Input records
==*==

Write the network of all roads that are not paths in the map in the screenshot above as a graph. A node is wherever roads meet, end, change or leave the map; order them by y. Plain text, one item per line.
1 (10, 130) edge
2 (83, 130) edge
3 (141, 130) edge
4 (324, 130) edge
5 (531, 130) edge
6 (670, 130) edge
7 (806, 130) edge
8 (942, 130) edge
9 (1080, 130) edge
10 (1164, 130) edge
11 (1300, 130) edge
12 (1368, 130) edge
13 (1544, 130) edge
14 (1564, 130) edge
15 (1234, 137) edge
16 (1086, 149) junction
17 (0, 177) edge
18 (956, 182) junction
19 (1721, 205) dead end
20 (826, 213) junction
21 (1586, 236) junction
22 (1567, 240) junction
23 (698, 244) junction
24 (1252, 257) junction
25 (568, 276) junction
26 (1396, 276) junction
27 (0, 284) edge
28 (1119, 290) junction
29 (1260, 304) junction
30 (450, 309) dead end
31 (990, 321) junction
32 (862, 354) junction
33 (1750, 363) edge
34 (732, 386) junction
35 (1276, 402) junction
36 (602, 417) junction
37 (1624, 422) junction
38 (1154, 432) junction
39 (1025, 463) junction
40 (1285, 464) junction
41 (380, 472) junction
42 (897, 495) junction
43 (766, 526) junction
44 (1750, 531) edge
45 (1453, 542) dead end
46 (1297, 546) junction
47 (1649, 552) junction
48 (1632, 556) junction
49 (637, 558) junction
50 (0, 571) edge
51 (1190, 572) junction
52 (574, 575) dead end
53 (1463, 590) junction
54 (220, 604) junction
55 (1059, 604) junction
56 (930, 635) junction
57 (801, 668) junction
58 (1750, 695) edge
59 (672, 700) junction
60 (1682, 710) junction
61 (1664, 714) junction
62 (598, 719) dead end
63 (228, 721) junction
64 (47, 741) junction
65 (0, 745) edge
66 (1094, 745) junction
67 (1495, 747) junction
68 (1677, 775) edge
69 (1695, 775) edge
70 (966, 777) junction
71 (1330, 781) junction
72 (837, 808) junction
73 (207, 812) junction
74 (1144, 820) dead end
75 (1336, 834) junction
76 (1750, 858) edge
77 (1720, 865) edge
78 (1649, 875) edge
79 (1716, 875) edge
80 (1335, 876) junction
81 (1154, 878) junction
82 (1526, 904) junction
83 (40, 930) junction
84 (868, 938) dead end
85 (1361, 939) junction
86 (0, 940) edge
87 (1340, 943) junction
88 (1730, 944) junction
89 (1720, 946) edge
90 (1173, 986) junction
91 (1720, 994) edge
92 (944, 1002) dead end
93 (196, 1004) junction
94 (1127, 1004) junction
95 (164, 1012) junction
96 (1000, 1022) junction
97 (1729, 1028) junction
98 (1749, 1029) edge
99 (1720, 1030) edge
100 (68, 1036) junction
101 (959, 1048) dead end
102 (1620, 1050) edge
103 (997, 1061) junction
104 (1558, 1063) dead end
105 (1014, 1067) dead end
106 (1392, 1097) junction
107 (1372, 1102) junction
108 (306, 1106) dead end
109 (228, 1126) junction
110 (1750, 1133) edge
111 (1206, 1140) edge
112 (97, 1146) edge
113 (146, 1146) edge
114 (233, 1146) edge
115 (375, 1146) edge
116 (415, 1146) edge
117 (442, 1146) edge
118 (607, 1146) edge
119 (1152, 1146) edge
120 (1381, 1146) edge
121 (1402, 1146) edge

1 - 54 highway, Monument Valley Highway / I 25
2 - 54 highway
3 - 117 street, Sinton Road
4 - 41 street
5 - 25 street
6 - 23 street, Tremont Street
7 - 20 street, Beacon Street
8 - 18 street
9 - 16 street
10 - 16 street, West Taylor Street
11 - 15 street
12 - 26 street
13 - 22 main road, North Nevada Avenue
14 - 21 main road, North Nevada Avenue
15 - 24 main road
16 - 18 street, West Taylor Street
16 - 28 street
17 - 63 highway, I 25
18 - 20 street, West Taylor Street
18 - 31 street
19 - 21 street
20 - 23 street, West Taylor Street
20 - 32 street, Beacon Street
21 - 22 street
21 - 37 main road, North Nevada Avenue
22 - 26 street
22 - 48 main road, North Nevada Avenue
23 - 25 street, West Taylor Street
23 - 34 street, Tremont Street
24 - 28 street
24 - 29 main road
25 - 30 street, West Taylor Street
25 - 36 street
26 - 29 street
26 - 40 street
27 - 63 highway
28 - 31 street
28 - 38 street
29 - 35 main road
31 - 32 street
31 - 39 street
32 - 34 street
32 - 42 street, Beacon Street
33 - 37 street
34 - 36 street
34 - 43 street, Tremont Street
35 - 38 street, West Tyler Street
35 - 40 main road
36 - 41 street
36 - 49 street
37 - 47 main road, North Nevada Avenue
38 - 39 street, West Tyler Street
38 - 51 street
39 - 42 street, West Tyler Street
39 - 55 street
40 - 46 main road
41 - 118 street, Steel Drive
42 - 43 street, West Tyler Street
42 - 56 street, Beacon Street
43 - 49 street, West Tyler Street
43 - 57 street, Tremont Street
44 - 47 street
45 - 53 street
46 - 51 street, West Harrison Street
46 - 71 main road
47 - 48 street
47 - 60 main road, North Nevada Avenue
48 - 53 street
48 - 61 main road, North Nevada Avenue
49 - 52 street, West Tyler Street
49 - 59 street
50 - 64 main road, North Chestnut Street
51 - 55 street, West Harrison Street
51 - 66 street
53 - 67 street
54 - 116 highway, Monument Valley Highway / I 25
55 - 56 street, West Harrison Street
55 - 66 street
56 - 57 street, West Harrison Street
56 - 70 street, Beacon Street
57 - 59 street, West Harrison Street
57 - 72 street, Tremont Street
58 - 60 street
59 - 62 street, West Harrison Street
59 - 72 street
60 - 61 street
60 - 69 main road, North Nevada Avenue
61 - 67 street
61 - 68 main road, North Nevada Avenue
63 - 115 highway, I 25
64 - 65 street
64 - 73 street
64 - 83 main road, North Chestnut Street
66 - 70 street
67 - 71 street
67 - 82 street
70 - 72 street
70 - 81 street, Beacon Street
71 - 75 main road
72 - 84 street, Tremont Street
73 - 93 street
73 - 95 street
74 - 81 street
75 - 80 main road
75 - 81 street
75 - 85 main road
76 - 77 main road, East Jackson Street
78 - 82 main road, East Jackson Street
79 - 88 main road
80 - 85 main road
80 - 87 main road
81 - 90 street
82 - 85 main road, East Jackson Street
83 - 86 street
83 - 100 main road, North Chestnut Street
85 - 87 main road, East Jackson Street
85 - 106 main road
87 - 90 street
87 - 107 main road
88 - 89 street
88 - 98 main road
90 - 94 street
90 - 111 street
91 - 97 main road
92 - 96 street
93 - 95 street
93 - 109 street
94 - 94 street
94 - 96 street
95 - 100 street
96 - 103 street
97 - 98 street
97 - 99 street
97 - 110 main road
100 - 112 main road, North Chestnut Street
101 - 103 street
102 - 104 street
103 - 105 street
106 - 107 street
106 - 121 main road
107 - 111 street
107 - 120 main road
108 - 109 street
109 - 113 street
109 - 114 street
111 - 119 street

==*==

Aim of the exercise
List, from the entries above, every line in which the word "Valley" shows up.

Exercise output
1 - 54 highway, Monument Valley Highway / I 25
54 - 116 highway, Monument Valley Highway / I 25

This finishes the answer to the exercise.